There will be two bolts holding the plastic connector in place. If you have trouble accessing these from below, I have had success by gently moving aside the coolant hose that's blocking direct access from above. (See pictures.) Remove the bolts for the plastic fitting, and then remove any clamps and/or cut the hoses that attach to it. This plastic fitting is a major cause for engine fires. DO NOT REUSE. After time, it becomes brittle and can leak or even completely fail. This will be discarded and replaced with a rubber grommet so the new hose can simply pass through continuously.
All that's left down here is to unscrew and/or cut the connection between the rubber hose and hard-plastic line that's in the wheel well. Keep van jacked.
Moving back to the engine bay, find the metal T-fitting from earlier. You can now remove and replace each section with new hose. There may or may not be protective sleeves on some of them. I reuse them if they are there. (Apparently some people don't use them at all though.) There are many ways you can do this. The main thing is to make sure you cut each hose to the proper length. I mocked up each one as best I could before making the cut, as you need to be somewhat precise. I did the two sides first, and then the firewall connection. (See next step for more details on the firewall connection.)
NOTE: For the firewall connection you will need to measure a new, longer length that will continue through the firewall and connect to the hard-plastic fuel line. Do not simply make a duplicate of the previous length as it will be too short!
For the firewall connection...sliding back under the van:
- Install the rubber grommet into the hole where the old hard-plastic fitting used to be. Feed the new hose through the grommet.
- Slide one ear clamp onto hose.
- Insert the hard-plastic fuel line into the rubber hose approximately 1 - 2 inches. I'm actually not sure what the official spec is for this, but I have had no issues doing it this way.
- Tighten hose clamp, making sure it's properly in position to include the hard-plastic line that is now inside the rubber hose.
- Cut the hose (if not already done) and clamp the connection at the metal T-fitting.
- You are now done with the passenger underside. Lower the jack when done.
Moving to the driver side, jack up the van to access the firewall from below. Similar to Step 14, unscrew the clamp and/or cut the connection between the hard-plastic and rubber fuel lines. There is no plastic fitting on this side to worry about. Keep van jacked.
This is basically Step 15 all over again, just on the driver side. Moving back to the engine bay, start replacing the three fuel lines that connect to the fuel pressure regulator.
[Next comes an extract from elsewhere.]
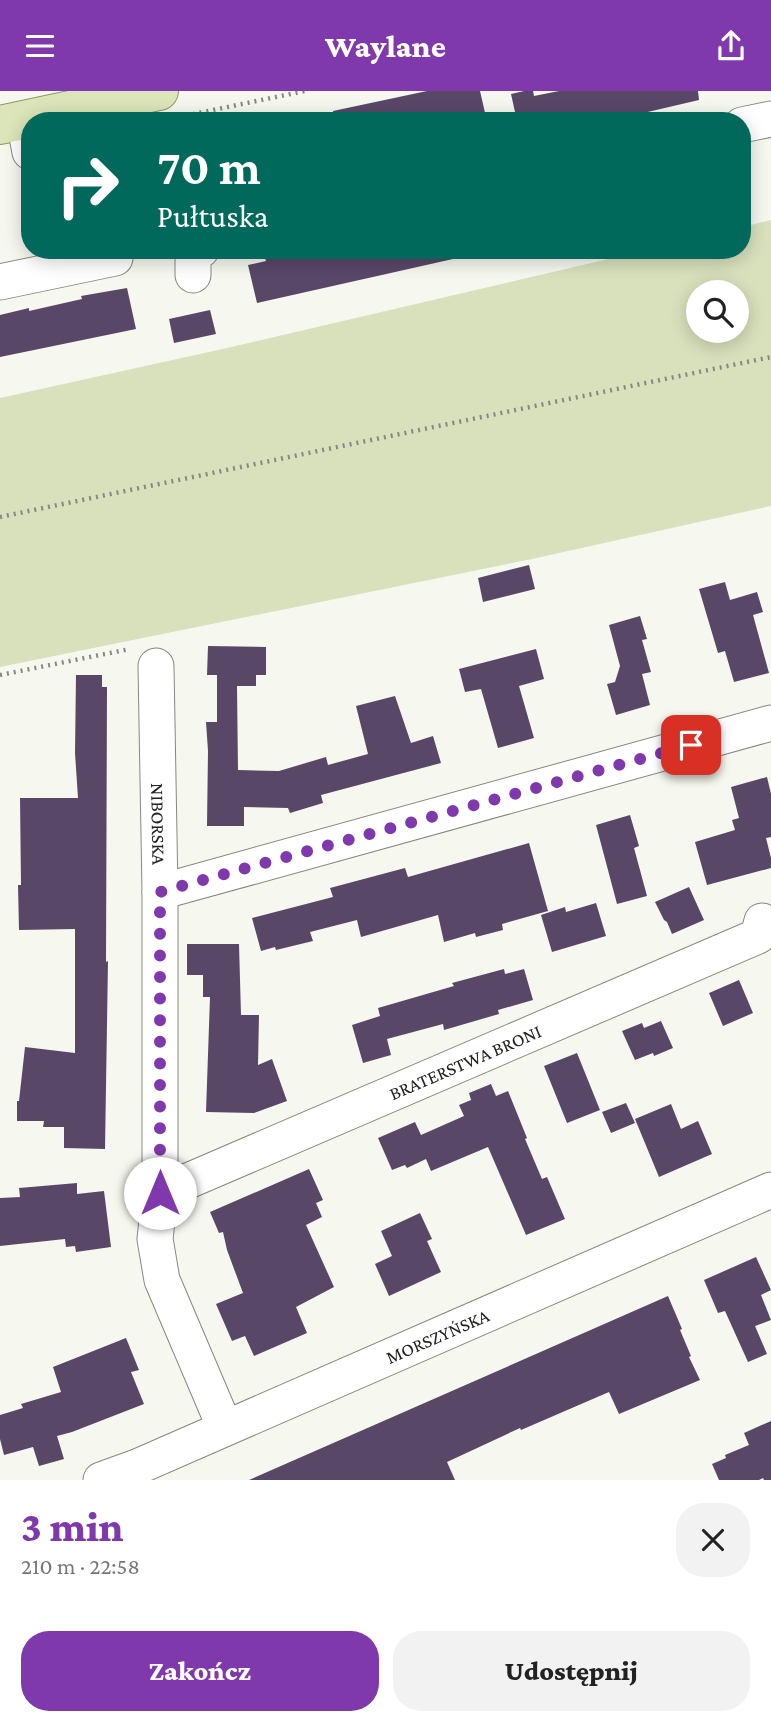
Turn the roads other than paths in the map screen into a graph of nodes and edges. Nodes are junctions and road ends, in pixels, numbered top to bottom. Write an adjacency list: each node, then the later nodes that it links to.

When replacing the firewall hose, inspect the rubber grommet that it passes through. If worn or damaged be sure to replace. When you're done with the firewall hose, lower van from jack.
Now that you are familiar with the above, you need to replace the small sections of hose that connect the fuel tank --> fuel pump --> fuel filter. Should be pretty simple / self explanatory at this point. Remove old hose, cut new sections to length, clamp in place. If you ordered our kit shown at the top of this page you will have larger hose and clamps, this is where they go.
Re-connect the battery. Prime the fuel pump by toggling the key to the "on" position a few times. This will help pressurize the system and gives you one last chance to check for any leaks. With your fire extinguisher in close reach (just in case!), start it up. Double-check all of your new hose connections to make sure there's no leaks! After that, you're done!
Modern fuels are harsh and abrasive on rubber products, so going forward you will need to inspect your hoses and connections on a regular basis. Replace when worn or every five (5) years, whichever comes first. Whether you use our kit or something else, Vanagon fuel line maintenance is no joke. If neglected, it can literally burn your van (and anything / anyone in it) to the ground. If you notice any surface cracking or fuel seeping from your hoses you must replace them immediately!